O termo Complexo de Édipo é conhecido por muitas pessoas e, inclusive, está amalgamado no senso comum. Contudo, conhece-se muito pouco o conceito sobre o qual ele diz respeito, pois o que se sabe geralmente é aquela ideia básica do “amor pelo genitor do sexo oposto e ódio pelo genitor do mesmo sexo”. Uma leitura mais específica mostra que Freud tinha uma noção muito mais ampliada, apontando para uma noção estrutural (sistema de articulações/estrutura de relações) da criança com seus genitores (pai/mãe/cuidadores).
Não sabemos se alguém já parou para pensar no por que da escolha da história Édipo Rei, de Sófocles, mas há algumas coisas bem interessantes nessa escolha:
1) Édipo sabe de seu destino (“matarás teu pai e desposarás tua mãe”) mas desconhece as condições que o produziram e o que aconteceu antes disso na vivência de seus pais. Dessa forma, as condições estruturais e sociais sobre as quais ele nasceu lhe eram desconhecidas. O termo inconsciente nos serve bem a essa explicação.
2) Apesar da sabedoria que tem, que o permite resolver o enigma da Esfinge (“O que é que tem quatro pés de manhã, dois ao meio dia e três à tarde?”), Édipo não consegue resolver seus próprios problemas e fica preso ao seu destino, ou seja, o saber que se tem para resolver diversos conflitos pode ser insuficiente para resolver os próprios conflitos.
3) No momento em que Édipo descobre os atos que cometeu e suas consequências, ele se cega e passa a responsabilizar-se por eles, tornando-se sábio. Sua sabedoria torna-se desatrelada da visão e do julgamento moral das coisas, passando a conduzi-lo a partir de uma reflexão profunda consigo próprio.

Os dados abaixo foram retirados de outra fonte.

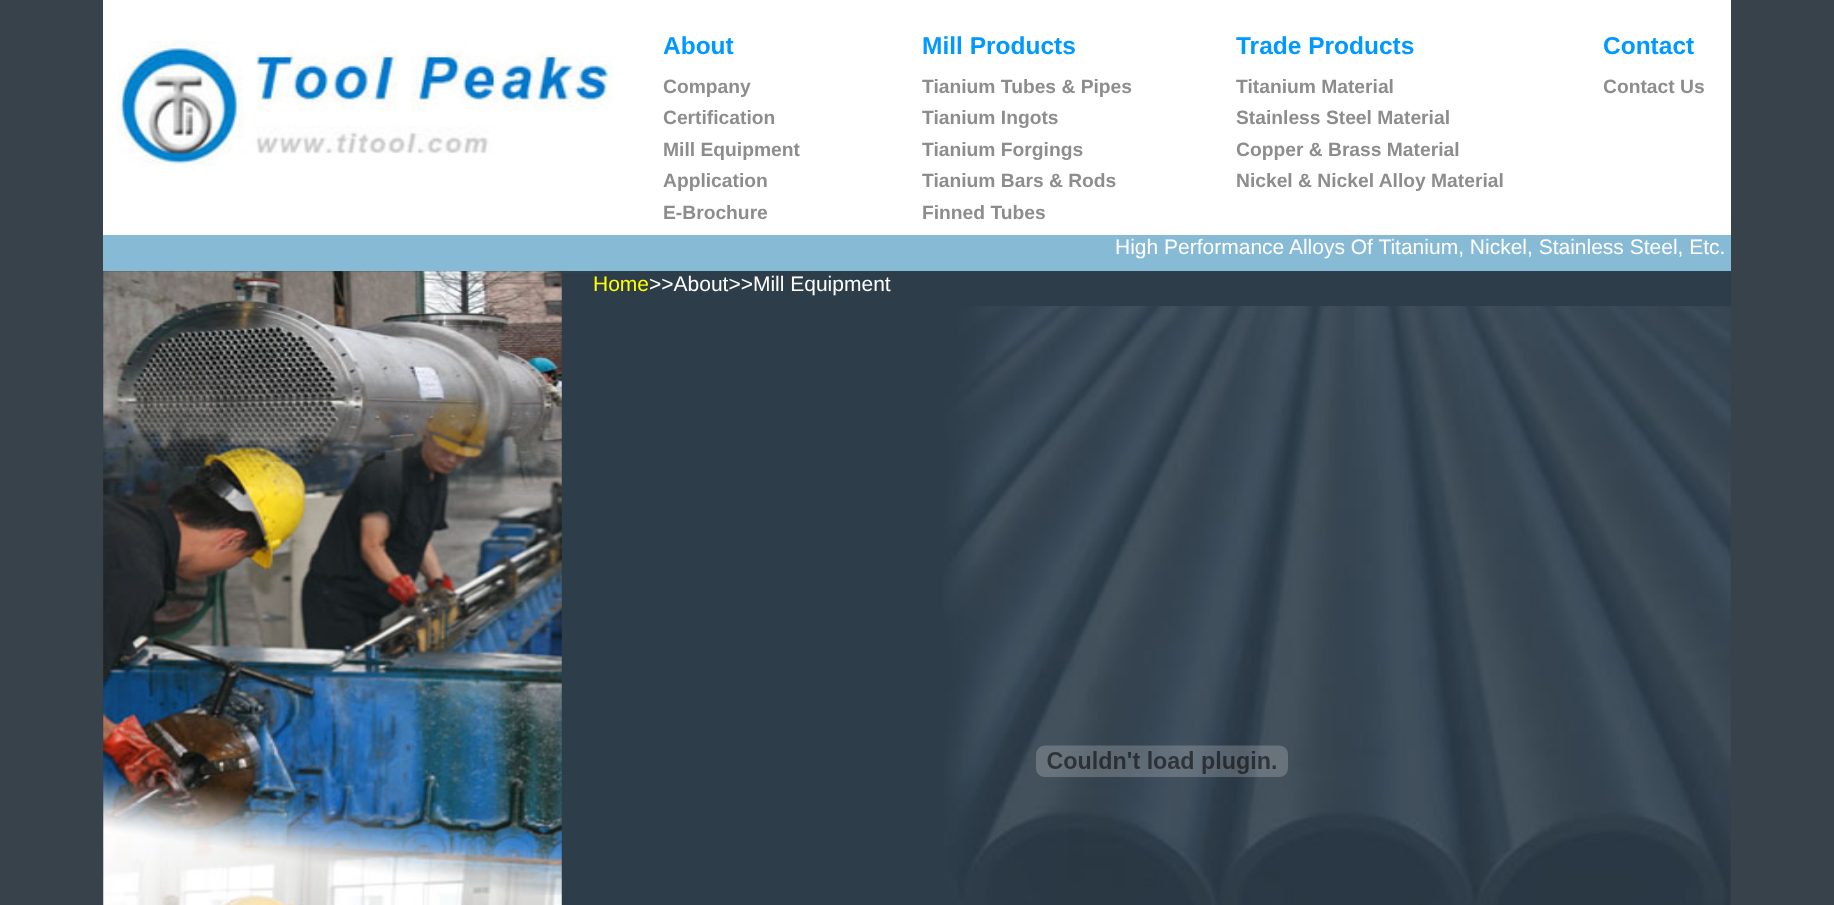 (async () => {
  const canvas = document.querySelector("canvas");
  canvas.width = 1834;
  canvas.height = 905;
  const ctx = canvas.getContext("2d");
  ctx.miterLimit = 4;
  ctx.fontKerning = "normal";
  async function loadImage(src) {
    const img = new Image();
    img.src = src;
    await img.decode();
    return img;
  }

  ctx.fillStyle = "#38424b";
  ctx.fillRect(0, 0, 1834, 905);
  ctx.fillStyle = "#ffffff";
  ctx.fillRect(103, 0, 1628, 235);
  ctx.drawImage(await loadImage("img/1.png"), 117, 40, 496, 127);
  ctx.fillStyle = "#87bad5";
  ctx.fillRect(103, 235, 1628, 36);
  ctx.drawImage(await loadImage("img/2.png"), 103, 271, 1628, 634);
  ctx.drawImage(await loadImage("img/3.png"), 103, 271, 459, 634);
  ctx.fillStyle = "#2d3d4a";
  ctx.fillRect(593, 271, 1138, 35);
  ctx.drawImage(await loadImage("img/4.png"), 1036, 745, 252, 32);
  ctx.font = "bold 24.5px Liberation Sans";
  ctx.fillStyle = "#0099ff";
  for (const [text, x, y] of [
    ["About", 663, 54],
    ["Mill Products", 922, 54],
    ["Trade Products", 1236, 54],
    ["Contact", 1603, 54],
  ]) {
    ctx.fillText(text, x, y);
  }
  ctx.font = "bold 19.25px Liberation Sans";
  ctx.fillStyle = "#8d8d8d";
  for (const [text, x, y] of [
    ["Company", 663, 93],
    ["Tianium Tubes & Pipes", 922, 93],
    ["Titanium Material", 1236, 93],
    ["Contact Us", 1603, 93],
    ["Certification", 663, 124],
    ["Tianium Ingots", 922, 124],
    ["Stainless Steel Material", 1236, 124],
    ["Mill Equipment", 663, 156],
    ["Tianium Forgings", 922, 156],
    ["Copper & Brass Material", 1236, 156],
    ["Application", 663, 187],
    ["Tianium Bars & Rods", 922, 187],
    ["Nickel & Nickel Alloy Material", 1236, 187],
    ["E-Brochure", 663, 219],
    ["Finned Tubes", 922, 219],
  ]) {
    ctx.fillText(text, x, y);
  }
  ctx.font = "21px Liberation Sans";
  ctx.fillStyle = "#ffffff";
  ctx.fillText("High Performance Alloys Of Titanium, Nickel, Stainless Steel, Etc.", 1115, 254);
  ctx.fillStyle = "#ffff00";
  ctx.fillText("Home", 593, 291);
  ctx.fillStyle = "#ffffff";
  ctx.fillText(">>About>>Mill Equipment", 649, 291);
})();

4) Há uma relação triangular no enredo: Pai – Édipo (filho/criança) – Mãe. Essa relação não é autocentrada, pois envolve as histórias dos pais, os destinos e as escolhas dos envolvidos.
5) Há dois atos e dois sentimentos em questão: o assassinato de um genitor (morte/ódio) e o desposamento do outro (vida/amor). Isso coloca um binarismo de atos e sentimentos, no sentido da construção e da desconstrução. Freud utilizou a história de Édipo para falar da constituição da identidade humana, que ele entende como identidade sexual, que não é uma identidade em si, mas uma identificação.
Temos aí o desconhecimento, a dificuldade em saber de si mesmo, o olhar para dentro de si, a triangulação familiar (mãe, pai, criança), os sentimentos mais fundamentais (amor-ligação-aproximação; ódio-morte-afastamento). Há um trecho de sua obra “O Ego e o Id” (O Eu e o Isso)¹, de 1923, no qual Freud apresenta e discute o conceito de Complexo de Édipo da forma mais ampliada possível:
“Todo esse assunto [da identificação sexual] é, contudo, tão complicado que será necessário abordá-lo pormenorizadamente. A dificuldade do problema se deve a dois fatores: o caráter triangular da situação edipiana e a bissexualidade constitucional de cada indivíduo. […].” (p. 44)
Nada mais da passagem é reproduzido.